Data excerpts
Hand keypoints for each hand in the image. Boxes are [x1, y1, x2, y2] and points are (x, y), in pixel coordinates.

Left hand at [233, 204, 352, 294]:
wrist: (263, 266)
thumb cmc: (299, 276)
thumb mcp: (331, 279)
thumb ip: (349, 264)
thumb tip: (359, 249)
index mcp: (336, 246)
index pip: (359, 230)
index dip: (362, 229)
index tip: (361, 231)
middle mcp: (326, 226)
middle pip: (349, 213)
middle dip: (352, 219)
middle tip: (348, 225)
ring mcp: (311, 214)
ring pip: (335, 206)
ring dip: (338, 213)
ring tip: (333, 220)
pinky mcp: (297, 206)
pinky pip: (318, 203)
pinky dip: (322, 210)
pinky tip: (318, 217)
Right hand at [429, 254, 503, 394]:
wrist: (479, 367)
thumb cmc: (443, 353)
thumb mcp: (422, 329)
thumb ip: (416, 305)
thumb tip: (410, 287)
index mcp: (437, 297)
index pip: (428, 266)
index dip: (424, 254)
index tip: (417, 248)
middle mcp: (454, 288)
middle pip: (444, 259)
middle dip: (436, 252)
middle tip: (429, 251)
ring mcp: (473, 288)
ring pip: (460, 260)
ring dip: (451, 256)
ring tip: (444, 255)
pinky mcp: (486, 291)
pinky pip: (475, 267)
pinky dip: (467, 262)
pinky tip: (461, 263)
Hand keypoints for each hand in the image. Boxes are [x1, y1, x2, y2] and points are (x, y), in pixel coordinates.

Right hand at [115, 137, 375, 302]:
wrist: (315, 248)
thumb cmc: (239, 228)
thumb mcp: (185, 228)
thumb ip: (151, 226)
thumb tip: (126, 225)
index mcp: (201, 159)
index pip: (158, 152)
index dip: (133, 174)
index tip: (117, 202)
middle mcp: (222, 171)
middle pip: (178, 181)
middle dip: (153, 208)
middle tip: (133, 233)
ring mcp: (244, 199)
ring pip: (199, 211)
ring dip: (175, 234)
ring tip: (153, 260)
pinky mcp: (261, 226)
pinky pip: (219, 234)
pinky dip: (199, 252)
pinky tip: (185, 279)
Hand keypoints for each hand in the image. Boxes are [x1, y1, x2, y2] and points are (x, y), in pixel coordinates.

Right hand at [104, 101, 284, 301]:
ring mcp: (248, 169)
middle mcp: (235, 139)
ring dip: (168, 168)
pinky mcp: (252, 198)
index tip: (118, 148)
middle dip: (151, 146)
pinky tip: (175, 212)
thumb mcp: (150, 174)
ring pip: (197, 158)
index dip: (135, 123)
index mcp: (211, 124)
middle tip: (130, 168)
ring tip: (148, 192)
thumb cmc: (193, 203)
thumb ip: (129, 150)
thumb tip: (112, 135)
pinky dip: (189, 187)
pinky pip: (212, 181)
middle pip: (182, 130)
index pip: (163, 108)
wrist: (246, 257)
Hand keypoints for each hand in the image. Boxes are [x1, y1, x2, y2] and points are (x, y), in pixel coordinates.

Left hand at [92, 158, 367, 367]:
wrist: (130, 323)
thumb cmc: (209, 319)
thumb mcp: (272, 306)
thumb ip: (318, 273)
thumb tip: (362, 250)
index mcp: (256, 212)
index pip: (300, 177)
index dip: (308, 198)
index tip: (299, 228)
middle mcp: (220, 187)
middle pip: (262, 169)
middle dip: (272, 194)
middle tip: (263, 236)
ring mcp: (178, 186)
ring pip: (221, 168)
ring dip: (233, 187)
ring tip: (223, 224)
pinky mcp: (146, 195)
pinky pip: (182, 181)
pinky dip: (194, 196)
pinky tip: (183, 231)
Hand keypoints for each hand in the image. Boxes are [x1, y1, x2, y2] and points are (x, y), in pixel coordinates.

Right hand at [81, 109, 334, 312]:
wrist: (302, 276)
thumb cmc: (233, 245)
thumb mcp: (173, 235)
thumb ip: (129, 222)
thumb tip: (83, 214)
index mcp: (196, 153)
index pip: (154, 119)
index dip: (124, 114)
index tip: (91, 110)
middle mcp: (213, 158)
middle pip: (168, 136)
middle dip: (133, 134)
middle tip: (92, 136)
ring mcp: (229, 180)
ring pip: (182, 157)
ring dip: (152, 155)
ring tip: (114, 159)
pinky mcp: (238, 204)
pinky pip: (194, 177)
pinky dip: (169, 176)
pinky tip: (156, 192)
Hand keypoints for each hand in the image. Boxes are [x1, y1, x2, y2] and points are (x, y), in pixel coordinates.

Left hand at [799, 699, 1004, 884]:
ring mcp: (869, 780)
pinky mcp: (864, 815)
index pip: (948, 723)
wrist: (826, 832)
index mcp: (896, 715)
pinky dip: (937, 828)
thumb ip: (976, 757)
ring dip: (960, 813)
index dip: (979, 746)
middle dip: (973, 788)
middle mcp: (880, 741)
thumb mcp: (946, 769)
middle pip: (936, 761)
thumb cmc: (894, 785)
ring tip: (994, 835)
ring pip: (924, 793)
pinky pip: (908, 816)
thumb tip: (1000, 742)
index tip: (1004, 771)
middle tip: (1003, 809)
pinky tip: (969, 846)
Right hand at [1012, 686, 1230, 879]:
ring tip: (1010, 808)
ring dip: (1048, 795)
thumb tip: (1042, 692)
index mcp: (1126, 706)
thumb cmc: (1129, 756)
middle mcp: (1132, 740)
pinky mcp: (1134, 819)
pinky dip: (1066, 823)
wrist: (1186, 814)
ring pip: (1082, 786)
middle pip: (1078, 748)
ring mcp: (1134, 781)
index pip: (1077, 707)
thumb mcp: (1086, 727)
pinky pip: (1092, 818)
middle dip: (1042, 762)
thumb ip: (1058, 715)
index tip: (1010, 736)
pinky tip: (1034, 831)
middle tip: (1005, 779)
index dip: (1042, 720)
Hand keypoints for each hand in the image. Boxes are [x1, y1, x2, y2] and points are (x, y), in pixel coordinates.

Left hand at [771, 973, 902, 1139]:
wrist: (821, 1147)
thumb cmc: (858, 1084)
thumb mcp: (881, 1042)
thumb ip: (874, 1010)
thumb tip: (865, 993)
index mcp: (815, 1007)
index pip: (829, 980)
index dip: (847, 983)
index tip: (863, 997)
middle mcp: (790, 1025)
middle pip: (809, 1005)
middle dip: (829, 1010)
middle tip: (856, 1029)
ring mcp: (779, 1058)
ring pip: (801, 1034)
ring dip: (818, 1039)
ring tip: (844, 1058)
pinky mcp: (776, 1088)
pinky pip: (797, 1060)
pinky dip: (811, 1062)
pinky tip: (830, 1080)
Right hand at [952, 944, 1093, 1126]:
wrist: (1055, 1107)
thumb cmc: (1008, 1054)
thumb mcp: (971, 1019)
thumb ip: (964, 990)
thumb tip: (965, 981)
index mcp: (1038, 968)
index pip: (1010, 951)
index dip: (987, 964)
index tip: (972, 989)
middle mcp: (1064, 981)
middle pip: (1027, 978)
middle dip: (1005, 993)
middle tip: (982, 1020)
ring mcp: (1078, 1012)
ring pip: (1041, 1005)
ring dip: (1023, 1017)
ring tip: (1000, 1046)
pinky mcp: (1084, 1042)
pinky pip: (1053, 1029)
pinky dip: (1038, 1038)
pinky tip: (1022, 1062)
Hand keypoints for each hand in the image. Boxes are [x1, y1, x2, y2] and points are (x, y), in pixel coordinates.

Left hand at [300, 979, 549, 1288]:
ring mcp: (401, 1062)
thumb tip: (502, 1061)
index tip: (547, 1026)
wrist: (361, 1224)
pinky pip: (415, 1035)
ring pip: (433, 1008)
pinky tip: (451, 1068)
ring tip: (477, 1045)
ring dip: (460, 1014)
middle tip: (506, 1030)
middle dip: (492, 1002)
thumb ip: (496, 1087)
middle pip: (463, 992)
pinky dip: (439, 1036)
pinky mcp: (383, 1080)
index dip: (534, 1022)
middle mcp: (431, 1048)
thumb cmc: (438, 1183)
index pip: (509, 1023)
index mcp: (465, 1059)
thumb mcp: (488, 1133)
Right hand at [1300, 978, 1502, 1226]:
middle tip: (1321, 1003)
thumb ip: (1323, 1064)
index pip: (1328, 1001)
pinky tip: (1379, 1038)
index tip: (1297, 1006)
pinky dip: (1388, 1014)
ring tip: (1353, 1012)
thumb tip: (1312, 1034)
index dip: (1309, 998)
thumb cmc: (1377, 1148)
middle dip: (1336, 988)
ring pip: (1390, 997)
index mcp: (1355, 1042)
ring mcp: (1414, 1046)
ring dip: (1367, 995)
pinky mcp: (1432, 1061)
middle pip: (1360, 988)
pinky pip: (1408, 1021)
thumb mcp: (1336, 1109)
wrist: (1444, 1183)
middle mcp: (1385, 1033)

## TASK TO CARRY OUT
Gather each line in the data that holds the string "wrist".

## RESPONSE
wrist: (263, 266)
wrist: (479, 367)
wrist: (315, 248)
wrist: (246, 257)
wrist: (130, 323)
wrist: (302, 276)
wrist: (826, 832)
wrist: (1186, 814)
wrist: (821, 1147)
wrist: (1055, 1107)
wrist: (361, 1224)
wrist: (1444, 1183)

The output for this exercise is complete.